#### [Work to be completed]
The lines to copy are those with "const" in them. Pull each one from the entries below.
☆ ☆ ☆ ☆
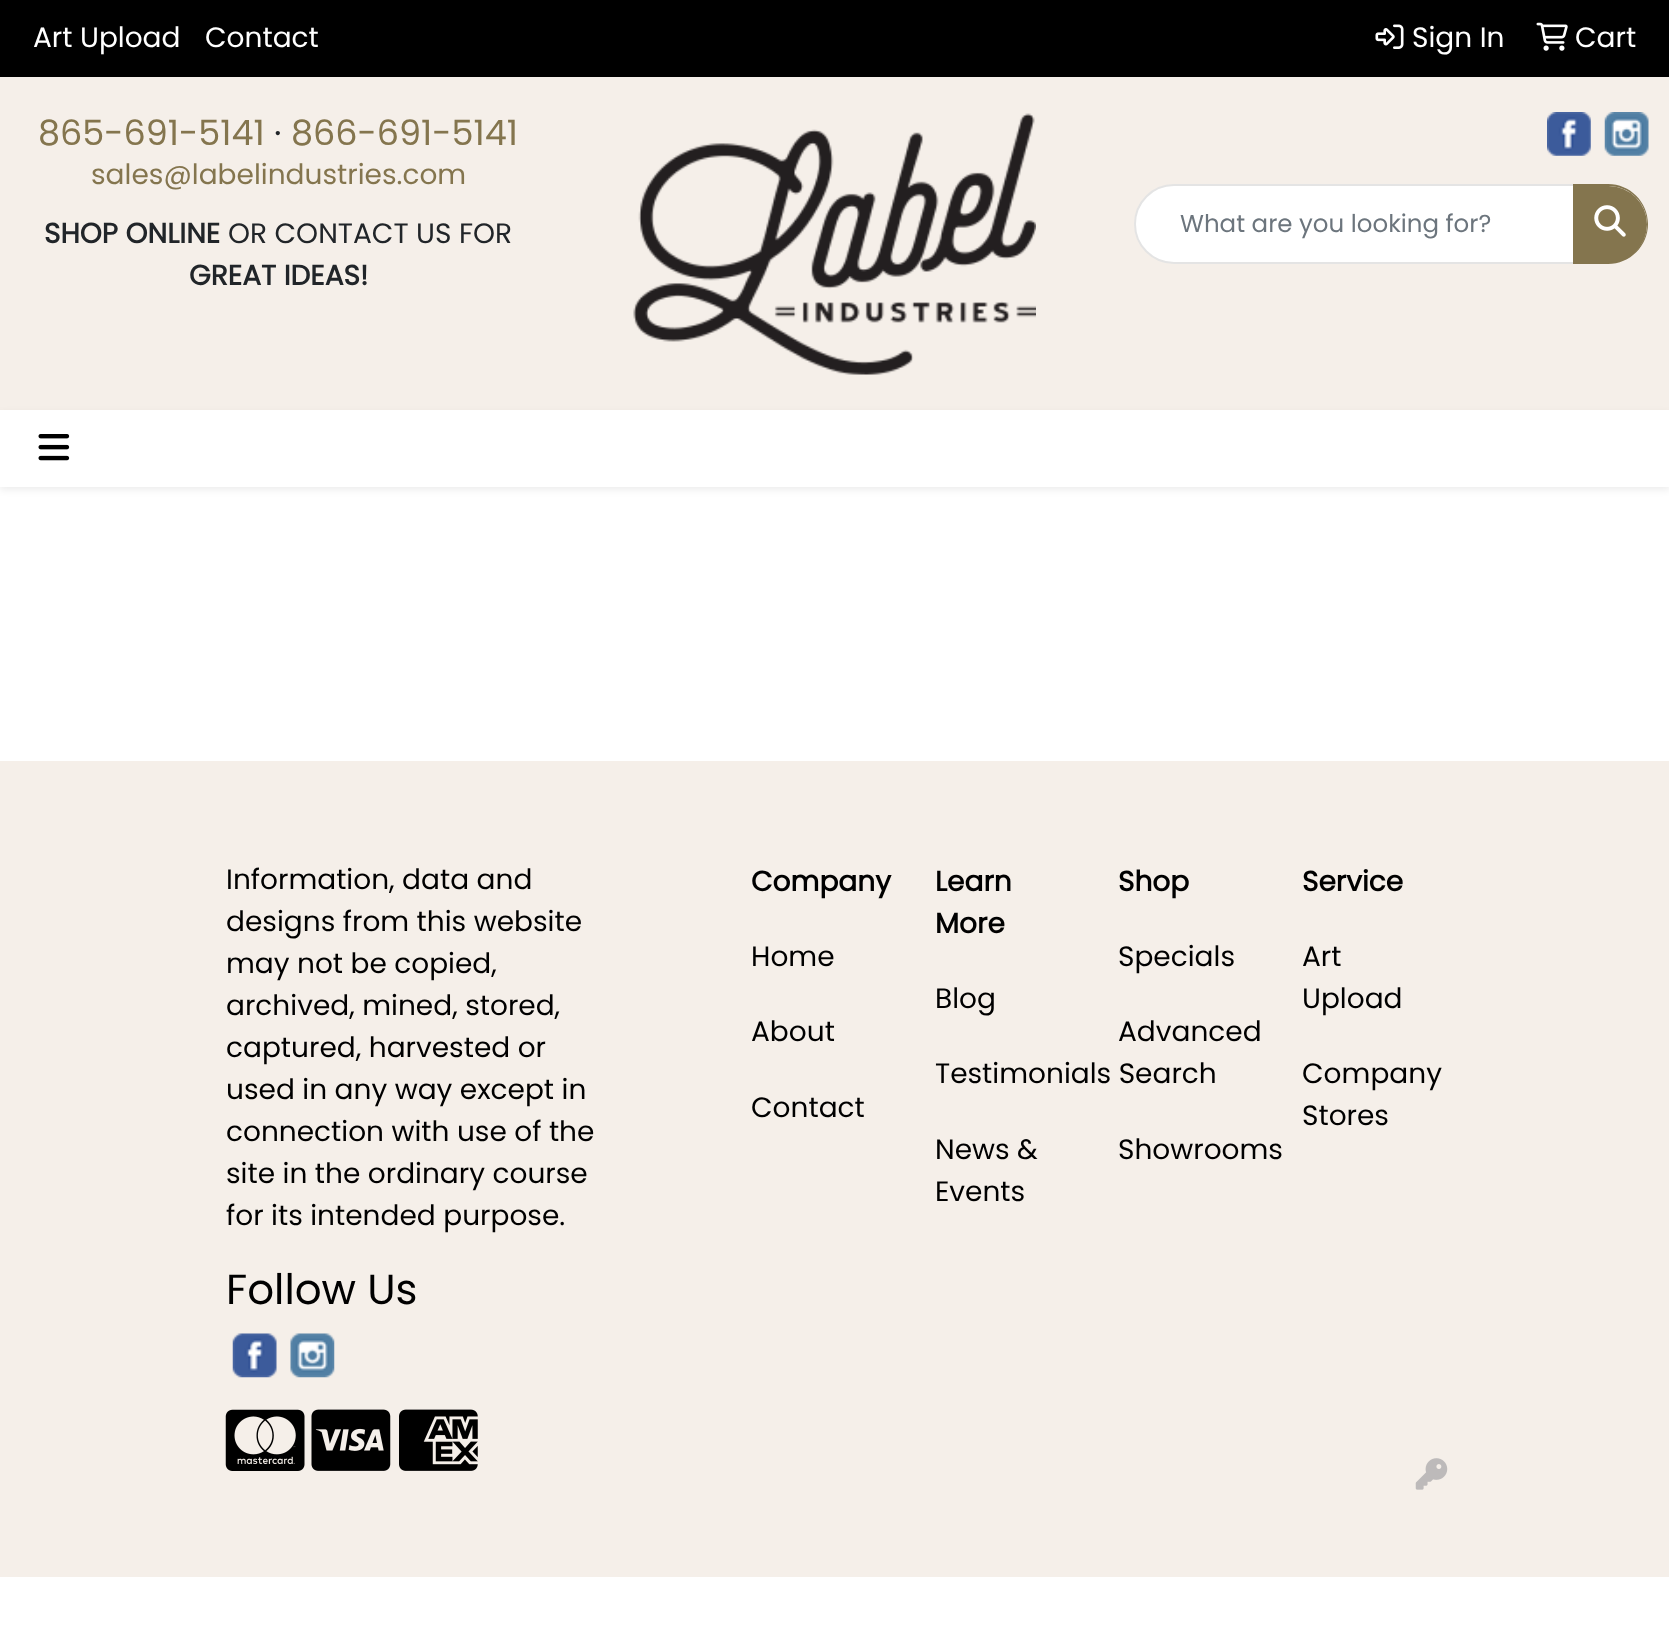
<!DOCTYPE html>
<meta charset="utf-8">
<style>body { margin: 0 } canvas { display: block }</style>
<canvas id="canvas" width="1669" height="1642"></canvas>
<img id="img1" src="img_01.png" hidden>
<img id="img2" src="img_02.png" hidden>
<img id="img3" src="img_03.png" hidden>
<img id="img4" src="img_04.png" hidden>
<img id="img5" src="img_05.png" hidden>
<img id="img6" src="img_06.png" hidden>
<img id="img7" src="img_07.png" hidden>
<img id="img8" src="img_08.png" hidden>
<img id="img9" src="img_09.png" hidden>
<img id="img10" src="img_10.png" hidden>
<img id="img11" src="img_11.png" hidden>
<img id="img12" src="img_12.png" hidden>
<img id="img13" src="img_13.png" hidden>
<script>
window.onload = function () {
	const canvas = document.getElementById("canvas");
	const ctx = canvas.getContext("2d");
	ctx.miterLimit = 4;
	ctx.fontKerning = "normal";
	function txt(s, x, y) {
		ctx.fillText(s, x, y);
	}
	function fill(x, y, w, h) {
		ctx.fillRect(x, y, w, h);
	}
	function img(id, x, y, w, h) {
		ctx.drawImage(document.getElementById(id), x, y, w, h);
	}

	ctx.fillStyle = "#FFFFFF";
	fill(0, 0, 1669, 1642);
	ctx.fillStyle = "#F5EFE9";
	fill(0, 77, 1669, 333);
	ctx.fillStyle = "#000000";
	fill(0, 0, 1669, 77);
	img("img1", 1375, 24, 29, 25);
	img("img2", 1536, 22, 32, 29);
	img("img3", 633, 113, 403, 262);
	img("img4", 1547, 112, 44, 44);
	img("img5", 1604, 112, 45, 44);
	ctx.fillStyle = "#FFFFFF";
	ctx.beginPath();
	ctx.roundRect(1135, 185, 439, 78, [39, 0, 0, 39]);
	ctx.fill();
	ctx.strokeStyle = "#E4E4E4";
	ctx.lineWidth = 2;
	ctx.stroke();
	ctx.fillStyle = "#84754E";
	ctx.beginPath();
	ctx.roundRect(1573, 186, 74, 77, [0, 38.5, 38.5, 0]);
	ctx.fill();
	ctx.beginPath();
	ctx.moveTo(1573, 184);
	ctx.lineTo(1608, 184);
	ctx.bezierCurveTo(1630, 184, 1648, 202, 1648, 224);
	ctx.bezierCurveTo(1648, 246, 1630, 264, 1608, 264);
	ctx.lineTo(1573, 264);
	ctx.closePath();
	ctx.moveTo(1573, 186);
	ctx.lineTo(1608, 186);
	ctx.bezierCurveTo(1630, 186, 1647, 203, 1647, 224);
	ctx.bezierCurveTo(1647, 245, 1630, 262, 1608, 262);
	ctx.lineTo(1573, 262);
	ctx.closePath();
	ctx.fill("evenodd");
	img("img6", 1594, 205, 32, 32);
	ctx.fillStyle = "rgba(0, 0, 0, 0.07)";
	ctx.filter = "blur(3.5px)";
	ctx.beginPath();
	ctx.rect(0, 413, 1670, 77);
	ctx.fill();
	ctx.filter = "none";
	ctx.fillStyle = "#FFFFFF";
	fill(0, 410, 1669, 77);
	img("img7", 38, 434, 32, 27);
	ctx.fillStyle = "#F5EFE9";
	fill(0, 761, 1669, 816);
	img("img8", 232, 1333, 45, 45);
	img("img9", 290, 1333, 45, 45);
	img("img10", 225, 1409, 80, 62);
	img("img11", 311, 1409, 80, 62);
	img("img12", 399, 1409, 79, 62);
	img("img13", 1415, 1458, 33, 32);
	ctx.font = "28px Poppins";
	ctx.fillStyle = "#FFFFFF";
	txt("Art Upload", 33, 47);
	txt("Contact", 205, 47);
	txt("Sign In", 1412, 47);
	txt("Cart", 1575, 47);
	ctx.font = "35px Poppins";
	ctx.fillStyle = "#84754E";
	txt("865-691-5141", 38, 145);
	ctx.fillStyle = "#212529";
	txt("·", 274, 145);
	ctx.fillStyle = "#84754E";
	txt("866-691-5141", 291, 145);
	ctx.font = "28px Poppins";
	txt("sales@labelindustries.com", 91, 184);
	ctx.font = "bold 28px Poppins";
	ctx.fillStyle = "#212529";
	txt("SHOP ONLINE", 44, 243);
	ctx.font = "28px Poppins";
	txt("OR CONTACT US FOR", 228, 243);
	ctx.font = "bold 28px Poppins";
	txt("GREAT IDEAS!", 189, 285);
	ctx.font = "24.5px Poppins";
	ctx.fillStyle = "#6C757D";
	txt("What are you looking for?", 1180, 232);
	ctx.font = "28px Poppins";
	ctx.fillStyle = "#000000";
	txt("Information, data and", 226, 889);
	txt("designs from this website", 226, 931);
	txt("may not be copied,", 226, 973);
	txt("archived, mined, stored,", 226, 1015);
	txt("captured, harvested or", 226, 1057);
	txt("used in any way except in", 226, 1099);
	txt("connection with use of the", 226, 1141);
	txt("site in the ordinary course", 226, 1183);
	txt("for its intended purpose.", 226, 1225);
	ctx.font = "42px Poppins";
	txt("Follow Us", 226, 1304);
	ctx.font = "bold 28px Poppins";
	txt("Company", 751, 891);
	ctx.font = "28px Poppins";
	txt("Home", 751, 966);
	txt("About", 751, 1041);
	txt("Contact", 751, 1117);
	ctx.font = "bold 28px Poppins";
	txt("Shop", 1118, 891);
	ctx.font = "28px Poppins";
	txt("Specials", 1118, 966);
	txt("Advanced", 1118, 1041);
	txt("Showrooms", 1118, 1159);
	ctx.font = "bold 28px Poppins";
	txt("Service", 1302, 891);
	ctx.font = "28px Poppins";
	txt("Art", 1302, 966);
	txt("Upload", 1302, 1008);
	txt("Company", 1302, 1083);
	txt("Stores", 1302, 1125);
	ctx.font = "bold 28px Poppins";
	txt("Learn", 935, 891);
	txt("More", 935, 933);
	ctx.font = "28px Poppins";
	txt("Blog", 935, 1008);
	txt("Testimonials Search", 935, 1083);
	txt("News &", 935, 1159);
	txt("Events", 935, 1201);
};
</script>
☆ ☆ ☆ ☆
#### [Final answer]
	const canvas = document.getElementById("canvas");
	const ctx = canvas.getContext("2d");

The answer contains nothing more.